** Entries shown **
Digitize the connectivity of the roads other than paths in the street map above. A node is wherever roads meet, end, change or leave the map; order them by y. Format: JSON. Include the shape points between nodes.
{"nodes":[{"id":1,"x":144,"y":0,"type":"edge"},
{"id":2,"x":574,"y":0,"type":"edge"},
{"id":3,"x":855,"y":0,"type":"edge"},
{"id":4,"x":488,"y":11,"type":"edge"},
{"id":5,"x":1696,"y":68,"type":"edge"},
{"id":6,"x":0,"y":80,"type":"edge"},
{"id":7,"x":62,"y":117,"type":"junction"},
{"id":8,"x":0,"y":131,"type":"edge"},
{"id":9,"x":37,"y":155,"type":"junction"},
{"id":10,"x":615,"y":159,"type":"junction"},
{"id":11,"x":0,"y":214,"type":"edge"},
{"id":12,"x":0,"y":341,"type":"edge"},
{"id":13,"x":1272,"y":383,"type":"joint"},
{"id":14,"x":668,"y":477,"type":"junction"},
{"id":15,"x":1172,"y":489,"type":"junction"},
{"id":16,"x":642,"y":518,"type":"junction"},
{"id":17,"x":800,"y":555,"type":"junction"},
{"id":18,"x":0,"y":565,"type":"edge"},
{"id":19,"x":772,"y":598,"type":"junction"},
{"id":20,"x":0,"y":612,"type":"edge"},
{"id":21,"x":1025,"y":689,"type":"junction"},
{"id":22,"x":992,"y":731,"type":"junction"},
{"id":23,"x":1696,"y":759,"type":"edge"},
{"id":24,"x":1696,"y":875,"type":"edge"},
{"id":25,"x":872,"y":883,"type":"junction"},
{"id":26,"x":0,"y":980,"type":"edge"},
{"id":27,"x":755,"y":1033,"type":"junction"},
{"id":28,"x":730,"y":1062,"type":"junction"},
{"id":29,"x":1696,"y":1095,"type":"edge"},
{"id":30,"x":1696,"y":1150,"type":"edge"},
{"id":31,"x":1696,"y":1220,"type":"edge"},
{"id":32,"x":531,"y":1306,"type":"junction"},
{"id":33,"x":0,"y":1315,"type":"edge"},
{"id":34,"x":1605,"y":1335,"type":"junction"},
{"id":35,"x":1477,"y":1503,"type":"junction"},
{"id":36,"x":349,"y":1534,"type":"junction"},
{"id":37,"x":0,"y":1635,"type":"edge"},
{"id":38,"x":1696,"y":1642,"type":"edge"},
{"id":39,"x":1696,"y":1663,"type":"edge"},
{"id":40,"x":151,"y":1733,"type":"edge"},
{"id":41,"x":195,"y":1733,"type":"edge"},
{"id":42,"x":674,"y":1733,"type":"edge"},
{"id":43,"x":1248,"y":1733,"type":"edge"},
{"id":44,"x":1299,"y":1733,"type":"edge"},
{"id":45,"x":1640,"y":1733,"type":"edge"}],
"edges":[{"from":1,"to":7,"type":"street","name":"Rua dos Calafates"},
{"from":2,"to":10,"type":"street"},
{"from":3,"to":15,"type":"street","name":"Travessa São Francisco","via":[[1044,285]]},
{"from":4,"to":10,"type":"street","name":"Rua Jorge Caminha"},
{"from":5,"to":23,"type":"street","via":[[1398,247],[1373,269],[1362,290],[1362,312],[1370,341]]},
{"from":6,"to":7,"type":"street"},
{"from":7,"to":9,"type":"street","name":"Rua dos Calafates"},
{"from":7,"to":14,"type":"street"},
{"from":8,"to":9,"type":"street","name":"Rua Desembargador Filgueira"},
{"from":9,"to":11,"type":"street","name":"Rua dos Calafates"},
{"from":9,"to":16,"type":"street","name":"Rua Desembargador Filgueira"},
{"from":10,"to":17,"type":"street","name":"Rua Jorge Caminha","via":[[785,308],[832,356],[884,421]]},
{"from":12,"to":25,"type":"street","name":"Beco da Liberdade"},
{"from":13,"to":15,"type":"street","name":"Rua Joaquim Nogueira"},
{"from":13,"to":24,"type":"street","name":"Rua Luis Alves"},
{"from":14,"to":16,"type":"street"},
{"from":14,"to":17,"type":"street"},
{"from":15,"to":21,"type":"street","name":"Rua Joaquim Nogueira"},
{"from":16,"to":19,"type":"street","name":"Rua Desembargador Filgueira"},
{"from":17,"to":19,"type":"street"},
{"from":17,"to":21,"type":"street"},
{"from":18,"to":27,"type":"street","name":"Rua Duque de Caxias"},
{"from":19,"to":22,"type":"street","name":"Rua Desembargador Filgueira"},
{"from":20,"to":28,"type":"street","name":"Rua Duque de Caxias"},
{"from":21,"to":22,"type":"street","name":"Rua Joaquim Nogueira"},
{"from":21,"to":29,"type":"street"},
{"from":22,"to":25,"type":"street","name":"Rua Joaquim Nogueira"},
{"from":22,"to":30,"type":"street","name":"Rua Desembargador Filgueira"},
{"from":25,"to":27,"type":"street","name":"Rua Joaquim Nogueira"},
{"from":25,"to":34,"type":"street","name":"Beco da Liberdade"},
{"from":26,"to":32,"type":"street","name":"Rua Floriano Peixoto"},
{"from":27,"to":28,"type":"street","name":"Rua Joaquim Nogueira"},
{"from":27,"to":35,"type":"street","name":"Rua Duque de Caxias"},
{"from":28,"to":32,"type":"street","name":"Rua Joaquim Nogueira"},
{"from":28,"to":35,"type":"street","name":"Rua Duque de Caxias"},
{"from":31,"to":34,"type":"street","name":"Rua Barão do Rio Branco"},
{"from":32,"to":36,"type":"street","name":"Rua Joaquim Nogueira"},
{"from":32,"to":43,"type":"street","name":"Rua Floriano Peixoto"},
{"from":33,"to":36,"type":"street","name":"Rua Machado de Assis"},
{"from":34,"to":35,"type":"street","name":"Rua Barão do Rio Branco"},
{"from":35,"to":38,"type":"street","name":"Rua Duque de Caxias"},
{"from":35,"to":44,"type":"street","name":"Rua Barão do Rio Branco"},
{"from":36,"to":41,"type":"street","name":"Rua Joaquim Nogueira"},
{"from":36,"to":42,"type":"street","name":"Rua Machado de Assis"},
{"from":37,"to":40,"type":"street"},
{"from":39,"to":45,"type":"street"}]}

** What the exercise asks **
Extract every line containing the string "Filgueira" from the material.

** Exercise solution **
{"from":8,"to":9,"type":"street","name":"Rua Desembargador Filgueira"},
{"from":9,"to":16,"type":"street","name":"Rua Desembargador Filgueira"},
{"from":16,"to":19,"type":"street","name":"Rua Desembargador Filgueira"},
{"from":19,"to":22,"type":"street","name":"Rua Desembargador Filgueira"},
{"from":22,"to":30,"type":"street","name":"Rua Desembargador Filgueira"},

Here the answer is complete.